Senior Voice -


The Senior Citizens League 

Social Security COLA increase a mixed blessing

 

November 1, 2022 | View PDF



A Social Security cost–of–living–adjustment (COLA) of 8.7% is rare — enjoy it now. This may be the first and possibly the last time that beneficiaries today receive a COLA this high.

There were only three other times since the start of automatic inflation adjustments that COLAs were higher (1979-1981). You can find a history of the COLA at https://www.ssa.gov/oact/cola/colaseries.html.

Without a COLA that adequately keeps pace with inflation, Social Security benefits purchase less over time, and that can create hardships especially as older Americans live longer lives in retirement. It is too early to say how well the 8.7% COLA will keep pace with inflation in 2023. The 5.9% COLA received this year has fallen short on average by 50%.

Costly offsets?

Rising Social Security income due to COLAs can impact Medicare costs down the road. Any increase in the income of a Medicare beneficiary — whether due to COLAs, earnings from jobs, retirement savings, or pensions — could potentially affect what an individual pays in Medicare premiums if income is over certain thresholds. This premium surprise affects both those with the highest incomes, as well as those with the lowest, but, in different ways.

Those who receive low-income assistance for healthcare costs can be subject to trims in the amount of assistance they receive through Medicare Savings programs or Medicare Extra Help, or Medicaid. Increased incomes due to the COLA can make older and disabled beneficiaries ineligible for the level of benefits they currently receive when their income exceeds the limits. According to a recent survey by The Senior Citizens League, 38 percent of survey participants who received low-income assistance in 2021 said their benefits were reduced to a lower level of assistance in 2022 due to the 5.9 percent COLA received this year. In addition, 16 percent reported that because their income was right on the borderline, they lost access to one or more low-income programs altogether.

Higher-income Medicare beneficiaries may pay more in Part B and Part D premiums if incomes are higher than $97,000 (individuals) or $194,00 (joint).

Tax factors

A boost in income can push beneficiaries into higher premium brackets.

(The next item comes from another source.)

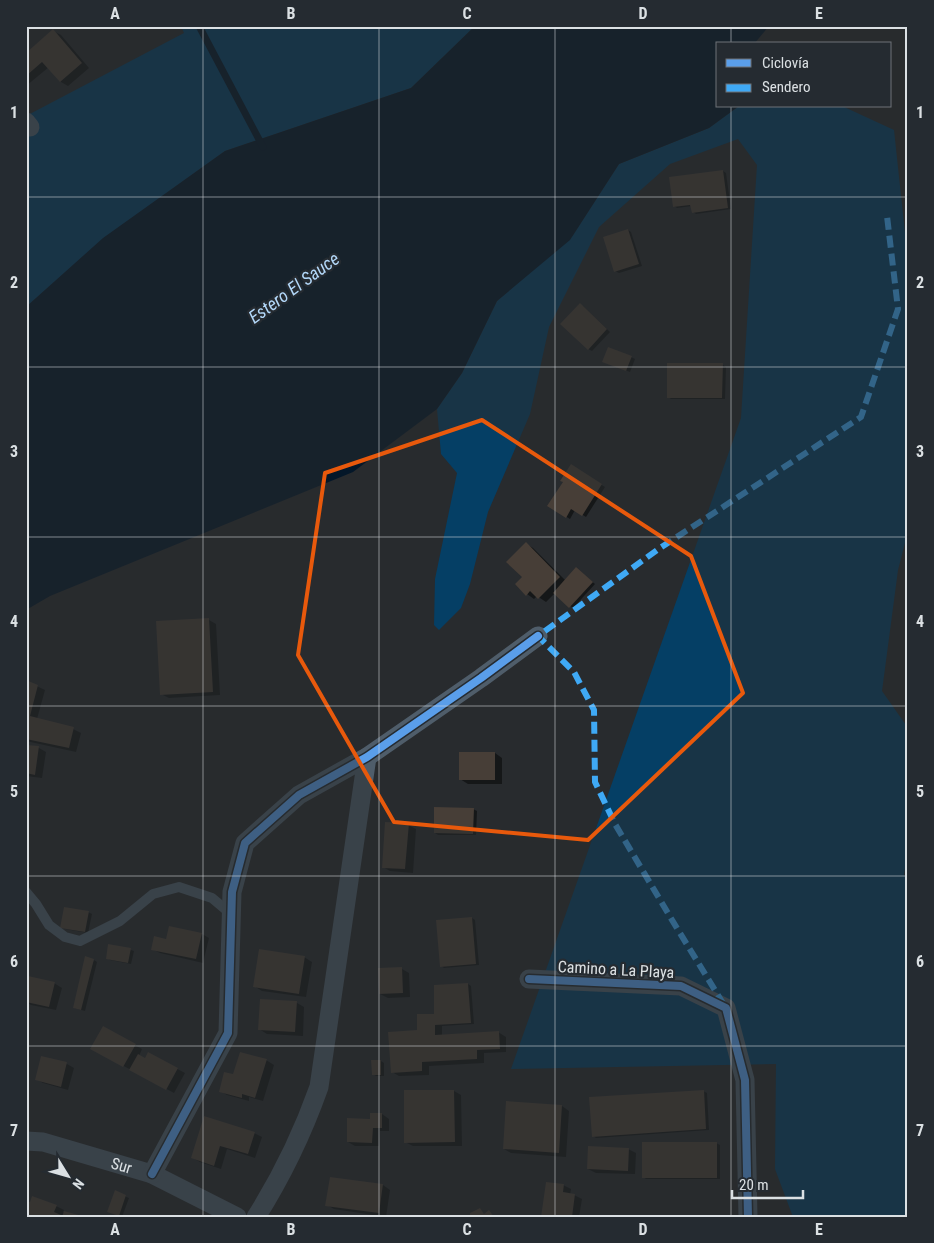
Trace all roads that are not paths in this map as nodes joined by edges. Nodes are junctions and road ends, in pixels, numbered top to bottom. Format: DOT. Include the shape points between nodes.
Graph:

Two important inflation-related factors affect what older (and disabled) taxpayers may pay in taxes. Up to 85% of Social Security benefits can be taxable if “provisional” income is above $25,000 (single filers), or $32,000 (joint filers). Unlike the rest of the tax code, the income thresholds that subject Social Security benefits to taxation have never been adjusted for inflation since the tax became effective in 1984. Any increase in Social Security income due to cost-of-living adjustments (COLAs), could mean a portion of, or a higher portion of Social Security benefits would be taxable if income exceeds the income thresholds. But the other factor — tax brackets, standard exemption, and the exemption for over 65 — are adjusted for inflation, and tax experts expect these to rise by a historically high amount next year. Rising tax brackets and the standard deduction could potentially offset much of the increase caused by higher income in 2022.